> [Task to complete] Omit the pictures from the listing below and print every remaining entry verbatim.

> [Information]
#####

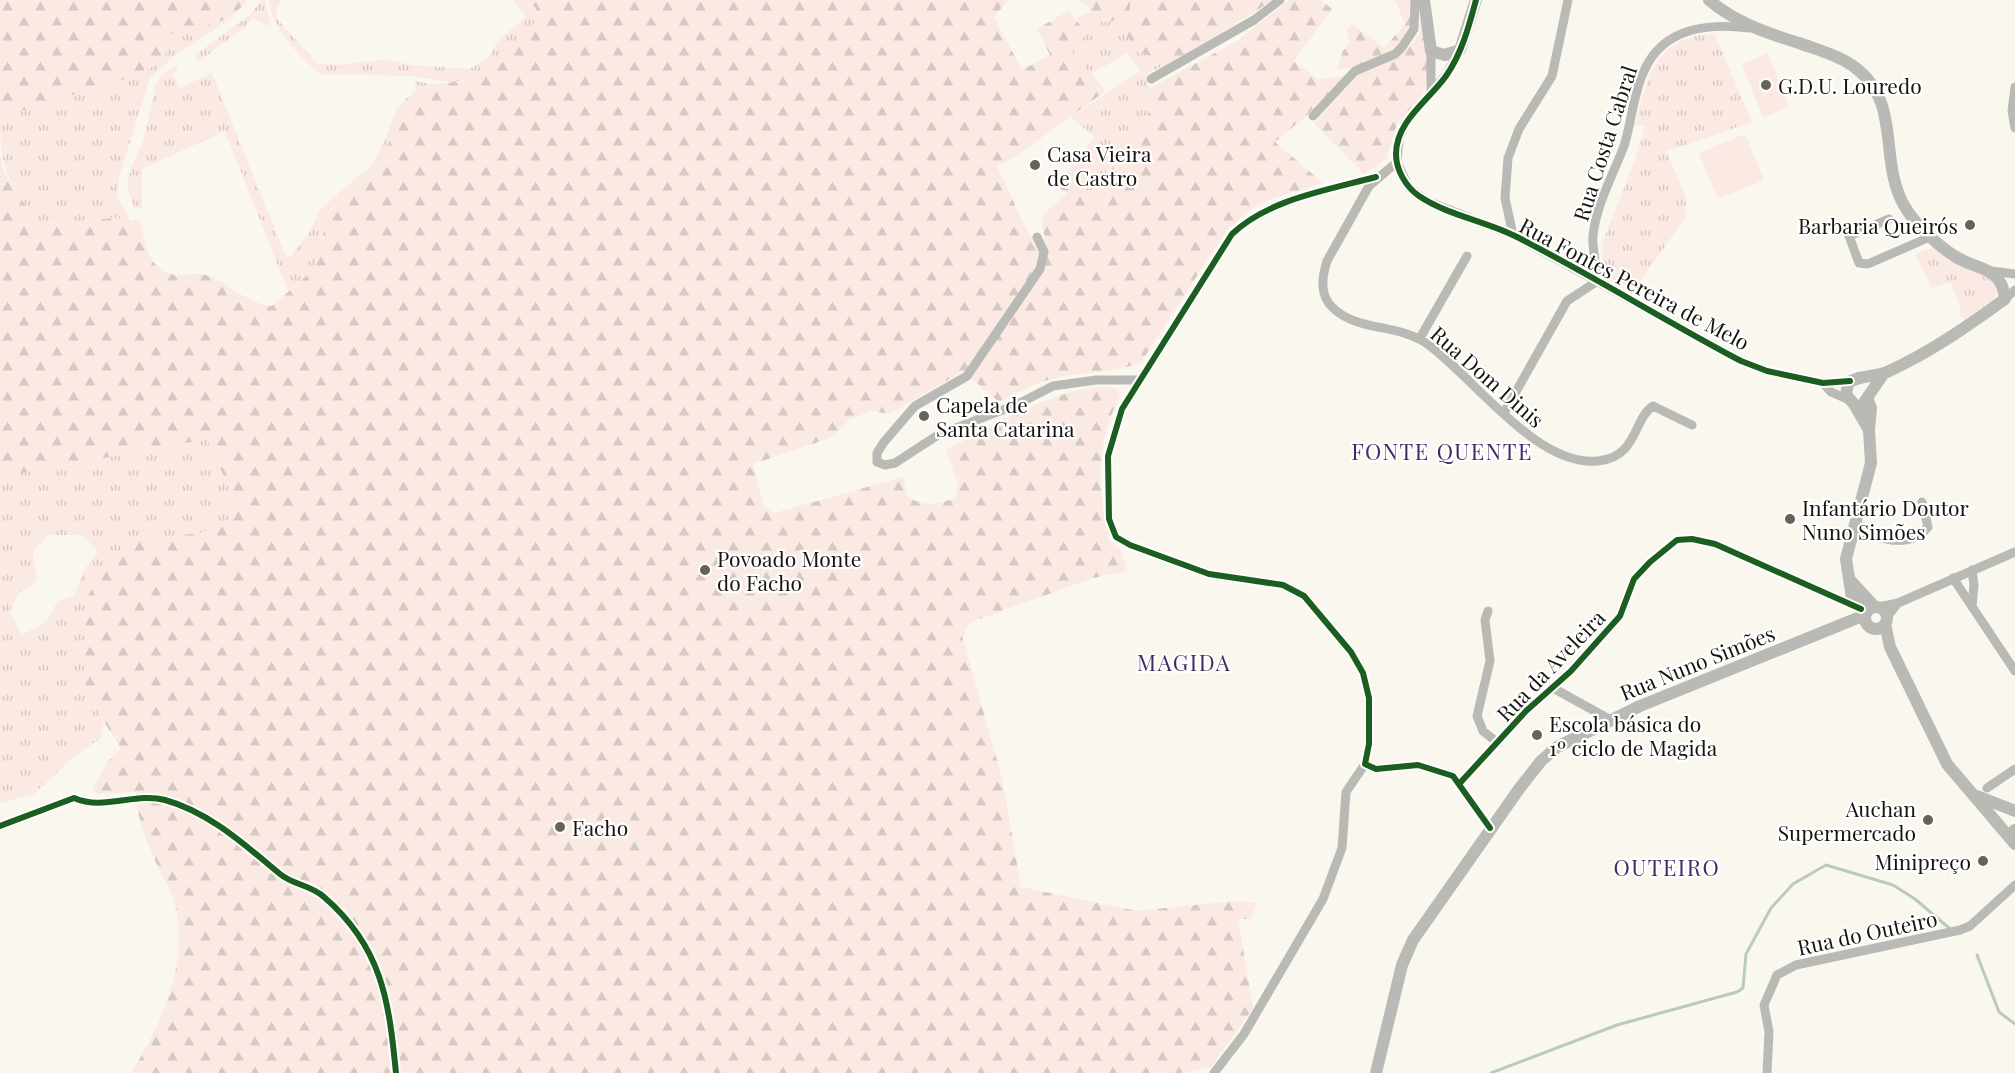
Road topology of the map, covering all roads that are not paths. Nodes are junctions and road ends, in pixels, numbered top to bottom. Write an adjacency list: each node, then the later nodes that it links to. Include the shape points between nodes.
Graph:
1 (1281, 0): 10 (street)
2 (1415, 0): 13 (street, via 1414,29 1402,47 1395,54 1355,71)
3 (1424, 0): 9 (street)
4 (1476, 0): 8 (street)
5 (1568, 0): 18 (street, via 1552,76 1520,129 1508,158 1505,198)
6 (1709, 0): 7 (street)
7 (1754, 28): 19 (street, via 1850,63 1876,87 1886,114 1897,192 1914,220); 24 (street, Rua Costa Cabral, via 1712,26 1690,30 1668,40 1650,59 1627,136 1597,213 1593,248)
8 (1460, 50): 9 (street, via 1445,55); 12 (street)
9 (1431, 51): 12 (street)
10 (1151, 79)
11 (2015, 87): 14 (street)
12 (1431, 92): 15 (street, via 1403,129)
13 (1313, 116)
14 (2015, 128)
15 (1397, 162): 16 (street, Rua Dom Dinis); 18 (street, Rua Fontes Pereira de Melo, via 1402,178 1417,195)
16 (1376, 177): 27 (street, Rua Dom Dinis, via 1328,261 1323,274 1324,295 1333,309 1352,321 1401,330); 29 (street, via 1272,208 1243,223 1222,247)
17 (1889, 219): 19 (street, via 1850,236 1859,263 1868,264)
18 (1513, 235): 24 (street, Rua Fontes Pereira de Melo)
19 (1932, 236): 22 (street, via 1953,255)
20 (1037, 237): 29 (street, via 1044,252 1040,269 967,376 915,406 884,442 877,462 896,463 938,435 1053,386)
21 (1467, 256): 27 (street)
22 (1990, 271): 23 (street); 26 (street, via 1999,278)
23 (2015, 274)
24 (1596, 282): 31 (street, Rua Fontes Pereira de Melo, via 1742,361 1767,371); 34 (street, via 1567,301)
25 (2015, 290): 26 (street, Rua Fontes Pereira de Melo)
26 (2005, 299): 28 (street, Rua Fontes Pereira de Melo, via 1940,343)
27 (1420, 338): 34 (street, Rua Dom Dinis)
28 (1884, 374): 30 (street, Rua Fontes Pereira de Melo); 32 (street, Rua Fontes Pereira de Melo)
29 (1139, 380): 51 (street, via 1116,423 1108,456 1107,495 1116,537 1209,574 1283,585 1304,596 1363,673 1368,690 1369,744)
30 (1856, 380): 31 (street, Rua Fontes Pereira de Melo); 32 (street, via 1870,386); 33 (street, via 1845,391)
31 (1822, 383): 33 (street, Rua Fontes Pereira de Melo)
32 (1870, 397): 33 (street, via 1863,404); 36 (street)
33 (1851, 402): 36 (street, Rua Fontes Pereira de Melo)
34 (1504, 413): 35 (street, Rua Dom Dinis, via 1539,444 1588,461 1611,458 1621,452 1653,406)
35 (1692, 425)
36 (1869, 430): 38 (street, via 1871,463)
37 (1922, 502): 38 (street, via 1928,527 1903,540 1891,541)
38 (1853, 529): 42 (street, via 1845,559)
39 (2015, 552): 40 (street)
40 (1972, 570): 41 (street); 43 (street)
41 (1953, 578): 43 (street); 45 (street)
42 (1849, 579): 45 (street); 45 (street)
43 (1972, 607): 47 (street)
44 (1488, 611): 50 (street, via 1485,620 1490,660 1477,716 1483,731)
45 (1870, 614): 46 (street, Rua Nuno Simões); 46 (street); 48 (street, Rua da Aveleira, via 1715,544 1677,540 1634,579 1620,616); 55 (street, via 1942,756)
46 (1844, 623): 49 (street, Rua Nuno Simões)
47 (2015, 671)
48 (1553, 688): 49 (street); 50 (street, Rua da Aveleira)
49 (1609, 719): 58 (street, Rua Nuno Simões, via 1549,753)
50 (1498, 743): 53 (street, Rua da Aveleira)
51 (1365, 764): 53 (street, via 1376,769 1418,765 1453,776); 63 (street, via 1347,792 1342,848 1323,899 1244,1034)
52 (2015, 769): 54 (street)
53 (1460, 783): 58 (street)
54 (1987, 788)
55 (1972, 794): 56 (street); 60 (street)
56 (2015, 812)
57 (0, 826): 62 (street, via 74,798 114,802 158,798 209,820 239,839 284,878 324,897 357,934 371,953 385,996)
58 (1490, 828): 64 (street, Rua Nuno Simões, via 1407,952)
59 (2015, 831): 60 (main road)
60 (2015, 843)
61 (2015, 885): 65 (street, Rua do Outeiro, via 1971,926 1783,970 1773,981 1764,1005 1769,1032)
62 (396, 1073)
63 (1214, 1073)
64 (1376, 1073)
65 (1767, 1073)

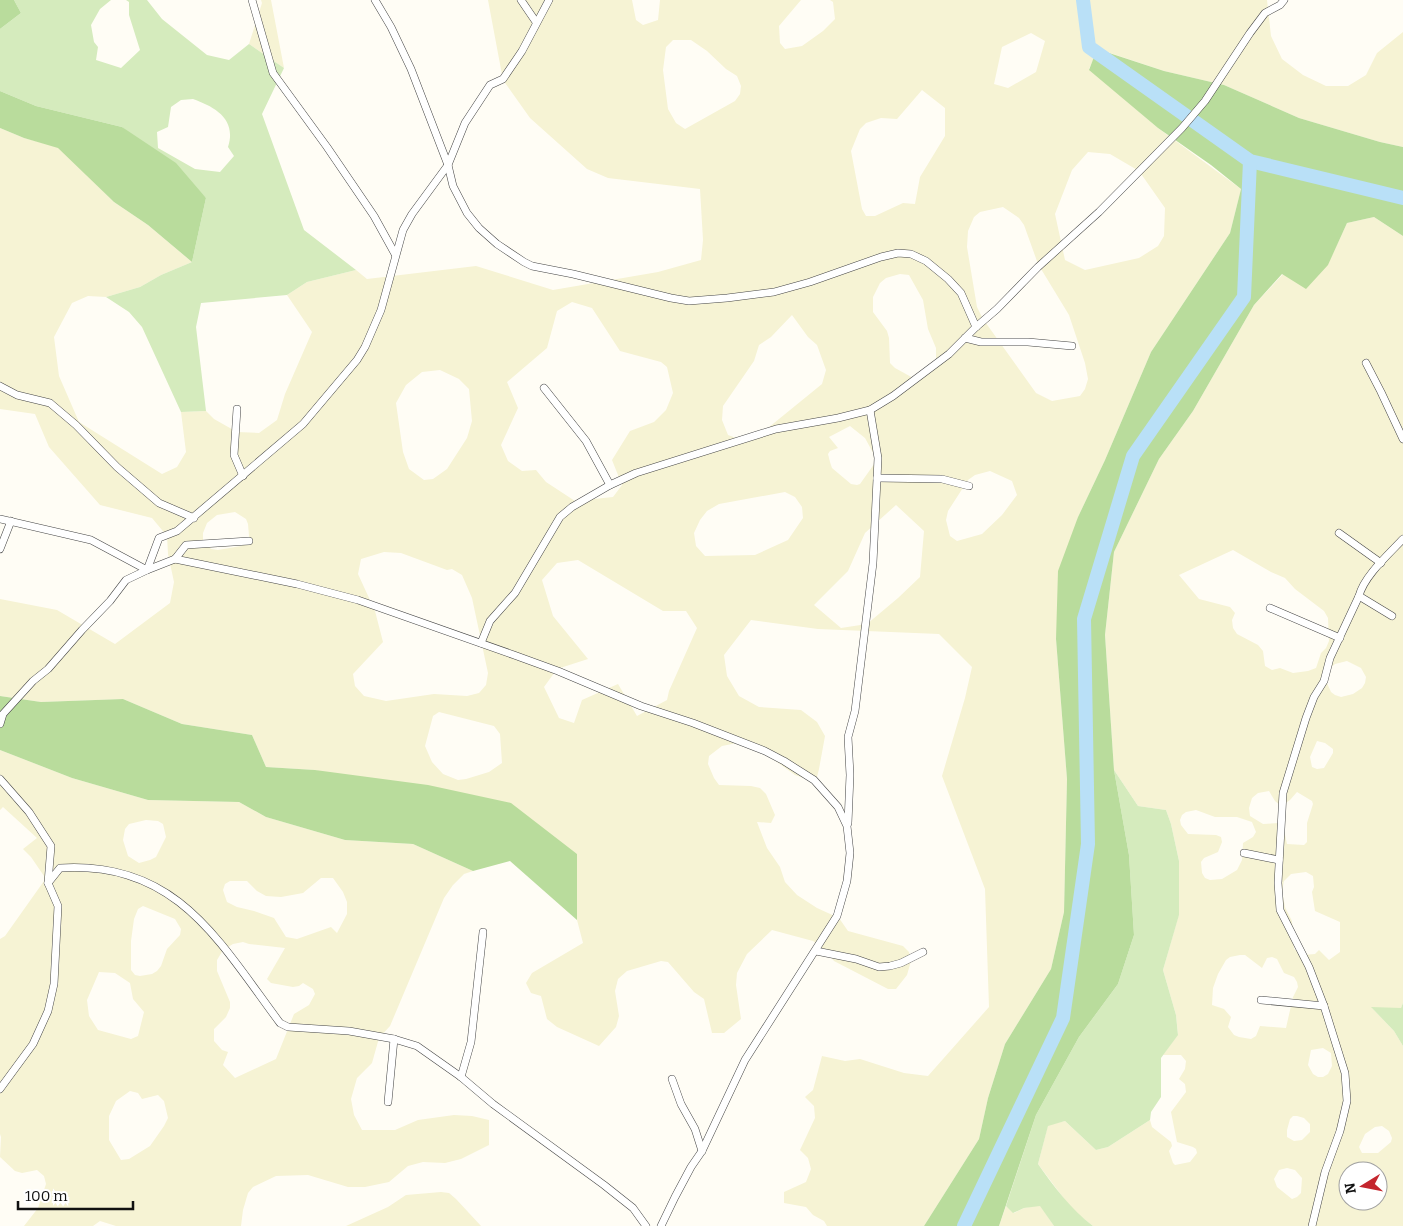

#####

> [Response]
Road topology of the map, covering all roads that are not paths. Nodes are junctions and road ends, in pixels, numbered top to bottom. Write an adjacency list: each node, then the later nodes that it links to. Include the shape points between nodes.
Graph:
1 (1281, 0): 10 (street)
2 (1415, 0): 13 (street, via 1414,29 1402,47 1395,54 1355,71)
3 (1424, 0): 9 (street)
4 (1476, 0): 8 (street)
5 (1568, 0): 18 (street, via 1552,76 1520,129 1508,158 1505,198)
6 (1709, 0): 7 (street)
7 (1754, 28): 19 (street, via 1850,63 1876,87 1886,114 1897,192 1914,220); 24 (street, Rua Costa Cabral, via 1712,26 1690,30 1668,40 1650,59 1627,136 1597,213 1593,248)
8 (1460, 50): 9 (street, via 1445,55); 12 (street)
9 (1431, 51): 12 (street)
10 (1151, 79)
11 (2015, 87): 14 (street)
12 (1431, 92): 15 (street, via 1403,129)
13 (1313, 116)
14 (2015, 128)
15 (1397, 162): 16 (street, Rua Dom Dinis); 18 (street, Rua Fontes Pereira de Melo, via 1402,178 1417,195)
16 (1376, 177): 27 (street, Rua Dom Dinis, via 1328,261 1323,274 1324,295 1333,309 1352,321 1401,330); 29 (street, via 1272,208 1243,223 1222,247)
17 (1889, 219): 19 (street, via 1850,236 1859,263 1868,264)
18 (1513, 235): 24 (street, Rua Fontes Pereira de Melo)
19 (1932, 236): 22 (street, via 1953,255)
20 (1037, 237): 29 (street, via 1044,252 1040,269 967,376 915,406 884,442 877,462 896,463 938,435 1053,386)
21 (1467, 256): 27 (street)
22 (1990, 271): 23 (street); 26 (street, via 1999,278)
23 (2015, 274)
24 (1596, 282): 31 (street, Rua Fontes Pereira de Melo, via 1742,361 1767,371); 34 (street, via 1567,301)
25 (2015, 290): 26 (street, Rua Fontes Pereira de Melo)
26 (2005, 299): 28 (street, Rua Fontes Pereira de Melo, via 1940,343)
27 (1420, 338): 34 (street, Rua Dom Dinis)
28 (1884, 374): 30 (street, Rua Fontes Pereira de Melo); 32 (street, Rua Fontes Pereira de Melo)
29 (1139, 380): 51 (street, via 1116,423 1108,456 1107,495 1116,537 1209,574 1283,585 1304,596 1363,673 1368,690 1369,744)
30 (1856, 380): 31 (street, Rua Fontes Pereira de Melo); 32 (street, via 1870,386); 33 (street, via 1845,391)
31 (1822, 383): 33 (street, Rua Fontes Pereira de Melo)
32 (1870, 397): 33 (street, via 1863,404); 36 (street)
33 (1851, 402): 36 (street, Rua Fontes Pereira de Melo)
34 (1504, 413): 35 (street, Rua Dom Dinis, via 1539,444 1588,461 1611,458 1621,452 1653,406)
35 (1692, 425)
36 (1869, 430): 38 (street, via 1871,463)
37 (1922, 502): 38 (street, via 1928,527 1903,540 1891,541)
38 (1853, 529): 42 (street, via 1845,559)
39 (2015, 552): 40 (street)
40 (1972, 570): 41 (street); 43 (street)
41 (1953, 578): 43 (street); 45 (street)
42 (1849, 579): 45 (street); 45 (street)
43 (1972, 607): 47 (street)
44 (1488, 611): 50 (street, via 1485,620 1490,660 1477,716 1483,731)
45 (1870, 614): 46 (street, Rua Nuno Simões); 46 (street); 48 (street, Rua da Aveleira, via 1715,544 1677,540 1634,579 1620,616); 55 (street, via 1942,756)
46 (1844, 623): 49 (street, Rua Nuno Simões)
47 (2015, 671)
48 (1553, 688): 49 (street); 50 (street, Rua da Aveleira)
49 (1609, 719): 58 (street, Rua Nuno Simões, via 1549,753)
50 (1498, 743): 53 (street, Rua da Aveleira)
51 (1365, 764): 53 (street, via 1376,769 1418,765 1453,776); 63 (street, via 1347,792 1342,848 1323,899 1244,1034)
52 (2015, 769): 54 (street)
53 (1460, 783): 58 (street)
54 (1987, 788)
55 (1972, 794): 56 (street); 60 (street)
56 (2015, 812)
57 (0, 826): 62 (street, via 74,798 114,802 158,798 209,820 239,839 284,878 324,897 357,934 371,953 385,996)
58 (1490, 828): 64 (street, Rua Nuno Simões, via 1407,952)
59 (2015, 831): 60 (main road)
60 (2015, 843)
61 (2015, 885): 65 (street, Rua do Outeiro, via 1971,926 1783,970 1773,981 1764,1005 1769,1032)
62 (396, 1073)
63 (1214, 1073)
64 (1376, 1073)
65 (1767, 1073)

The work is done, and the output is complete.